**Raw data:**
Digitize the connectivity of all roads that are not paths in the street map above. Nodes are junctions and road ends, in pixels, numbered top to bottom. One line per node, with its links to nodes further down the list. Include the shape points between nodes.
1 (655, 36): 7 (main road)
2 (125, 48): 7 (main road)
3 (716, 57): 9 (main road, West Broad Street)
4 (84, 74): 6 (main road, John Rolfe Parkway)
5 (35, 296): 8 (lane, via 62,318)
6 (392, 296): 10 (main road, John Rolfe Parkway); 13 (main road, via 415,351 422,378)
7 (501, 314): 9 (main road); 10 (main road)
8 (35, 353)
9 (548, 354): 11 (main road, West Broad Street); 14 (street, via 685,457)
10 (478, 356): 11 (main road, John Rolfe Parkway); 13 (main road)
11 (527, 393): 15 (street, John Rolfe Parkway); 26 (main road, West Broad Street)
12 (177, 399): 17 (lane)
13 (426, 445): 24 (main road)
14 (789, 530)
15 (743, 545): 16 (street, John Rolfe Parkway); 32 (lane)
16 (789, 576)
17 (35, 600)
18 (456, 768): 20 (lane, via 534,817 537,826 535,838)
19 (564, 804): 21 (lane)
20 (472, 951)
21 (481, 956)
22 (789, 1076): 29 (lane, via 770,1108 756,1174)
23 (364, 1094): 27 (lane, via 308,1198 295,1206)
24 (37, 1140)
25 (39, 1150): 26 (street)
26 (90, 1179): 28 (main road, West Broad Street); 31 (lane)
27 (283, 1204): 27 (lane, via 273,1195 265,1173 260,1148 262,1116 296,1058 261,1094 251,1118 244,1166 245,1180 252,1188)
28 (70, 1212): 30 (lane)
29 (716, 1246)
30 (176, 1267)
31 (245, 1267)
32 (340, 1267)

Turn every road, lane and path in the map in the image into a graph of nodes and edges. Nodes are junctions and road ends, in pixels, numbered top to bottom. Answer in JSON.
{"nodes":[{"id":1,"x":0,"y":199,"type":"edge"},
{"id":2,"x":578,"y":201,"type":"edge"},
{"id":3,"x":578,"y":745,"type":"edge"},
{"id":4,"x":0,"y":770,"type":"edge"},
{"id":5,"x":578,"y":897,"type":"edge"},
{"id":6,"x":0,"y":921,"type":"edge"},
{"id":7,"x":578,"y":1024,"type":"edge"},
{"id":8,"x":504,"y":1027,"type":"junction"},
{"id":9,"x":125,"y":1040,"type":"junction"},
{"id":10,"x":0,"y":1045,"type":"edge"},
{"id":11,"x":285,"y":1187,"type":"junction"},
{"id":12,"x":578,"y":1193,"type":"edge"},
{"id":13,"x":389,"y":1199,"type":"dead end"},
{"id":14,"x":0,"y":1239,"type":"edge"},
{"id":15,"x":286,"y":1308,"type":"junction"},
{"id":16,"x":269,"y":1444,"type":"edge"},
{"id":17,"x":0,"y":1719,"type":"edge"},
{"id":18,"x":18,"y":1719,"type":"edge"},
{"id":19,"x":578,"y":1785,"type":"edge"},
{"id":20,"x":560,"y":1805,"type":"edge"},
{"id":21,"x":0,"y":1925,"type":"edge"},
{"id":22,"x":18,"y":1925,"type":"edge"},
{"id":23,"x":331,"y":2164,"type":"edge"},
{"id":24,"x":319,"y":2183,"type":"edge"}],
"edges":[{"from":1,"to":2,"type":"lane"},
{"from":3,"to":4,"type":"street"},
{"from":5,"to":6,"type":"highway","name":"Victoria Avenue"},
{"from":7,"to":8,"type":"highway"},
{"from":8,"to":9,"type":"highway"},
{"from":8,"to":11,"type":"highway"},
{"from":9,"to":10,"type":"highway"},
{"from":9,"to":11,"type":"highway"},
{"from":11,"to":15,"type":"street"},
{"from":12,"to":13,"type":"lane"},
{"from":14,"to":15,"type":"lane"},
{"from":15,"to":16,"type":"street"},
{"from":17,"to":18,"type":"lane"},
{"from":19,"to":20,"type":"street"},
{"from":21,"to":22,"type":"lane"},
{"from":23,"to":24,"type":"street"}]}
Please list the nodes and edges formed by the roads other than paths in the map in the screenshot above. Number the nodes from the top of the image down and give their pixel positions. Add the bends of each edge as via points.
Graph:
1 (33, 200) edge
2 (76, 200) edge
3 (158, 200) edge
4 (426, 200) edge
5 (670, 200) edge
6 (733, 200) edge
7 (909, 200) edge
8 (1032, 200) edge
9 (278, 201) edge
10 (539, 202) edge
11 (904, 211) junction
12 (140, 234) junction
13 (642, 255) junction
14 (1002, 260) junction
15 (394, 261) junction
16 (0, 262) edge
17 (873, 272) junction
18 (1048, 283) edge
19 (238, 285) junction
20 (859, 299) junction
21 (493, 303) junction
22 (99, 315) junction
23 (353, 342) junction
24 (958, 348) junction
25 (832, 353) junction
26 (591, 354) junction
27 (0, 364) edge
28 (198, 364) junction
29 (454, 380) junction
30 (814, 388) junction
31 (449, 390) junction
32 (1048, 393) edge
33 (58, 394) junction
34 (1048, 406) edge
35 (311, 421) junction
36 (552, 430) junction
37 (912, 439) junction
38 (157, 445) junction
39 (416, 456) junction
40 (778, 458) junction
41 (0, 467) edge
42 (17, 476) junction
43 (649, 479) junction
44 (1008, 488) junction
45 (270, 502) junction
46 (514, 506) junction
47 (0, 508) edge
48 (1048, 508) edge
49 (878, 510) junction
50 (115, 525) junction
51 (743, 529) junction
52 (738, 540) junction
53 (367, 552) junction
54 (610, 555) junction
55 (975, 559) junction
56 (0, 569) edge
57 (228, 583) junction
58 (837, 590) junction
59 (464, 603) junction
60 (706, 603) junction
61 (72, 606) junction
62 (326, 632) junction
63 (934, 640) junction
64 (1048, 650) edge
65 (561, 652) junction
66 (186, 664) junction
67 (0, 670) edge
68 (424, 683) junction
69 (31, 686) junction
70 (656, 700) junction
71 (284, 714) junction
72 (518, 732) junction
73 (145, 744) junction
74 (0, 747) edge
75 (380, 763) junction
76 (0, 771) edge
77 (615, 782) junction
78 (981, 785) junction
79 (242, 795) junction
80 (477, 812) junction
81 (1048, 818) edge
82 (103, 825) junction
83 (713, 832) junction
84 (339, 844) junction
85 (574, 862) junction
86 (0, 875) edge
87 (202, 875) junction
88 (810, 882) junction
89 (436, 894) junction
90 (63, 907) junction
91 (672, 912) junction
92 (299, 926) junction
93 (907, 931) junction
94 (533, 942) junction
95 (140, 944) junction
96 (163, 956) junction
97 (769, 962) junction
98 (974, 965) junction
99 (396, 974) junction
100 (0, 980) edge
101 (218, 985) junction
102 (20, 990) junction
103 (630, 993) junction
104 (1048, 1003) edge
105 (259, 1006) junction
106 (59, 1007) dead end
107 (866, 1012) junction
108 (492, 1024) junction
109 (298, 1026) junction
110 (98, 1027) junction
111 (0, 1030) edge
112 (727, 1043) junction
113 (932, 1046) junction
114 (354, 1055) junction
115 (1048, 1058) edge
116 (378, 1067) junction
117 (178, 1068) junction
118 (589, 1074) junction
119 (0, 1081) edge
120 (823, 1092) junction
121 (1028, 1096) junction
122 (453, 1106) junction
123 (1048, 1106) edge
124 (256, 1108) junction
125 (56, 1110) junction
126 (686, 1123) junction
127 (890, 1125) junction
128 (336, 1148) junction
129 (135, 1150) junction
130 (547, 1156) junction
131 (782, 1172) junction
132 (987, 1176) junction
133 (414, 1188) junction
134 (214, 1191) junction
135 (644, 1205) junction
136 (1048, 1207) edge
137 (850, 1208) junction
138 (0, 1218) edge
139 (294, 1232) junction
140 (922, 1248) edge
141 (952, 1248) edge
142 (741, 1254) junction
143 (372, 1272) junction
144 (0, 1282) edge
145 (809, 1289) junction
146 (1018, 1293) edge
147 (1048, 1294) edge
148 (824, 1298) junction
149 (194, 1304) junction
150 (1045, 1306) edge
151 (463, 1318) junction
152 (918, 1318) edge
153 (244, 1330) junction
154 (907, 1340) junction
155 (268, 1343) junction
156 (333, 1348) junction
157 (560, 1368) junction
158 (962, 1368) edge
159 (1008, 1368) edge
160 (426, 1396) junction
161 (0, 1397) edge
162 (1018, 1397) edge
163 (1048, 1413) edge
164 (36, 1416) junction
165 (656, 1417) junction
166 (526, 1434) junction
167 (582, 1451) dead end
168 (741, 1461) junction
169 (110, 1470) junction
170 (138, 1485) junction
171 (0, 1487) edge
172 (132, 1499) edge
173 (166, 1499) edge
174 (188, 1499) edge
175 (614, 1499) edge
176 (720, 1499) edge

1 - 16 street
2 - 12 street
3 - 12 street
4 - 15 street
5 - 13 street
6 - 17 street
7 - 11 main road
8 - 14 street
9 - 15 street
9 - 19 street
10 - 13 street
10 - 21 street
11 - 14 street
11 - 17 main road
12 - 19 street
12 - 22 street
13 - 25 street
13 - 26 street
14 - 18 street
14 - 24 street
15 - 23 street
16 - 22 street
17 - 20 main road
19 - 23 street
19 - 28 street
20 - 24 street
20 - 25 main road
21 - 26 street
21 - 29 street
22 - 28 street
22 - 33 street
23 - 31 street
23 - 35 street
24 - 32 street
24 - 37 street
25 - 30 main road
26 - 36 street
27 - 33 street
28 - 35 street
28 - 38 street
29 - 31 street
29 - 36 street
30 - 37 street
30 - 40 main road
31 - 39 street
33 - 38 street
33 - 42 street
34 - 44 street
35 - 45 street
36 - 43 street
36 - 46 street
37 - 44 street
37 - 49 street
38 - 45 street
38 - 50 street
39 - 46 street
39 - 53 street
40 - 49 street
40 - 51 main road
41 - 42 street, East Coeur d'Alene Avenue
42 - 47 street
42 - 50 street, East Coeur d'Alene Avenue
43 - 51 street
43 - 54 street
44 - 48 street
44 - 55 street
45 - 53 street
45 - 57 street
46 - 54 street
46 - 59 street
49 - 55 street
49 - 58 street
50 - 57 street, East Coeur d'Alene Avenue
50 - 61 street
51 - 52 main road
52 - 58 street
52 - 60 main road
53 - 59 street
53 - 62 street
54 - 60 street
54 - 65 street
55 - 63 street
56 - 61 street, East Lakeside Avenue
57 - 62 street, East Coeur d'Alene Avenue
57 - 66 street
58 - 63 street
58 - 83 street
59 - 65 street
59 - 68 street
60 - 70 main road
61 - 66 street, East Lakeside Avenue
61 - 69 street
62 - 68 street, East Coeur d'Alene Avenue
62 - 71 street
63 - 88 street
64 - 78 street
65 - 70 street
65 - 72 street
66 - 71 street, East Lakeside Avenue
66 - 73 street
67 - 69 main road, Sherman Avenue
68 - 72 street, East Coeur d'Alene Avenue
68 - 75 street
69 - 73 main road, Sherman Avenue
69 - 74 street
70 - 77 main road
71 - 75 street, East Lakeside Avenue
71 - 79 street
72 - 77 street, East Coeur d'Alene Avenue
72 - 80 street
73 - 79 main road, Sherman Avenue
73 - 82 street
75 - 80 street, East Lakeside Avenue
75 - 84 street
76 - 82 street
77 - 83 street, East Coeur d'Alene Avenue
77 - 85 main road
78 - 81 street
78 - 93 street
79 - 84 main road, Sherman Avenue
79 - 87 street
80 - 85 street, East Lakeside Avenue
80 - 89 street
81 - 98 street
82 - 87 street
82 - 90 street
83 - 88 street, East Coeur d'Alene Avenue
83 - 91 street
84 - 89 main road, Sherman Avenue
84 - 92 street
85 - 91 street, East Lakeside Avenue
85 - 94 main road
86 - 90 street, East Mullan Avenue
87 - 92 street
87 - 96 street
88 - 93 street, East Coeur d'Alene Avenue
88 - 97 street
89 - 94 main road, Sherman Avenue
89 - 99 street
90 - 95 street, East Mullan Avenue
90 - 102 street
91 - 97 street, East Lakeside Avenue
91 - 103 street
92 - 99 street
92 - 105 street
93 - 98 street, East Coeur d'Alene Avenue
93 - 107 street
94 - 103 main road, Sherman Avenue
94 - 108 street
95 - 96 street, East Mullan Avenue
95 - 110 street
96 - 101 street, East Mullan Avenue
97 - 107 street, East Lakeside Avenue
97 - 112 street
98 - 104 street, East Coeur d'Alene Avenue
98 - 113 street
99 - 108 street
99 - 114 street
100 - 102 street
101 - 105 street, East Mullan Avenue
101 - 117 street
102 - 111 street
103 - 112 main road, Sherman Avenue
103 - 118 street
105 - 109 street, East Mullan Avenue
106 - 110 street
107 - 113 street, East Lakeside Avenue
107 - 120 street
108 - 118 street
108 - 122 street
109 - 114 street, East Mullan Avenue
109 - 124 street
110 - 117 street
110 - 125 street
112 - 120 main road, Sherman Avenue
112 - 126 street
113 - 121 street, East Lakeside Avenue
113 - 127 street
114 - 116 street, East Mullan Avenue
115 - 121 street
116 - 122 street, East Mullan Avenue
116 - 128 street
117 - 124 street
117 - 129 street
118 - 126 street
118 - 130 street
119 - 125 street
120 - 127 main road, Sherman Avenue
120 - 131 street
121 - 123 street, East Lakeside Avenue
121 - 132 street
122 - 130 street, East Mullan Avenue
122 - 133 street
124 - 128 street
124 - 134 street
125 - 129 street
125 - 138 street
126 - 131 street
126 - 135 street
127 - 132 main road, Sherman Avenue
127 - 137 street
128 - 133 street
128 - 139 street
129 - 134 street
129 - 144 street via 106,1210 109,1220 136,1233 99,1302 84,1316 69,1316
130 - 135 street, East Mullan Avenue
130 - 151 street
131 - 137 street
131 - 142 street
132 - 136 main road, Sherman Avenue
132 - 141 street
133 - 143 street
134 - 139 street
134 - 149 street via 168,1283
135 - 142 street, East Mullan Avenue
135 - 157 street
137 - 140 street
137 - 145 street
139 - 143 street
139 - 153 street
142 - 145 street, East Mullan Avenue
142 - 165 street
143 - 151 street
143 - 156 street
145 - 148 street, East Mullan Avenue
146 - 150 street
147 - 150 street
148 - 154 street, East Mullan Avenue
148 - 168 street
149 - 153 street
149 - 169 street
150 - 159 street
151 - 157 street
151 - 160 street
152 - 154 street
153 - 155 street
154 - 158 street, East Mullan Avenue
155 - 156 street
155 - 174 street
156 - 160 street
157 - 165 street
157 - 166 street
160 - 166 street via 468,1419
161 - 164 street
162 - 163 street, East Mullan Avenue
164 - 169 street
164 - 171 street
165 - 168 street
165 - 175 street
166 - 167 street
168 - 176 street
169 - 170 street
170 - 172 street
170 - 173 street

**Work task:**
Your response should be made up of the lines in the data that contain the word "West".

**Task answer:**
3 (716, 57): 9 (main road, West Broad Street)
9 (548, 354): 11 (main road, West Broad Street); 14 (street, via 685,457)
11 (527, 393): 15 (street, John Rolfe Parkway); 26 (main road, West Broad Street)
26 (90, 1179): 28 (main road, West Broad Street); 31 (lane)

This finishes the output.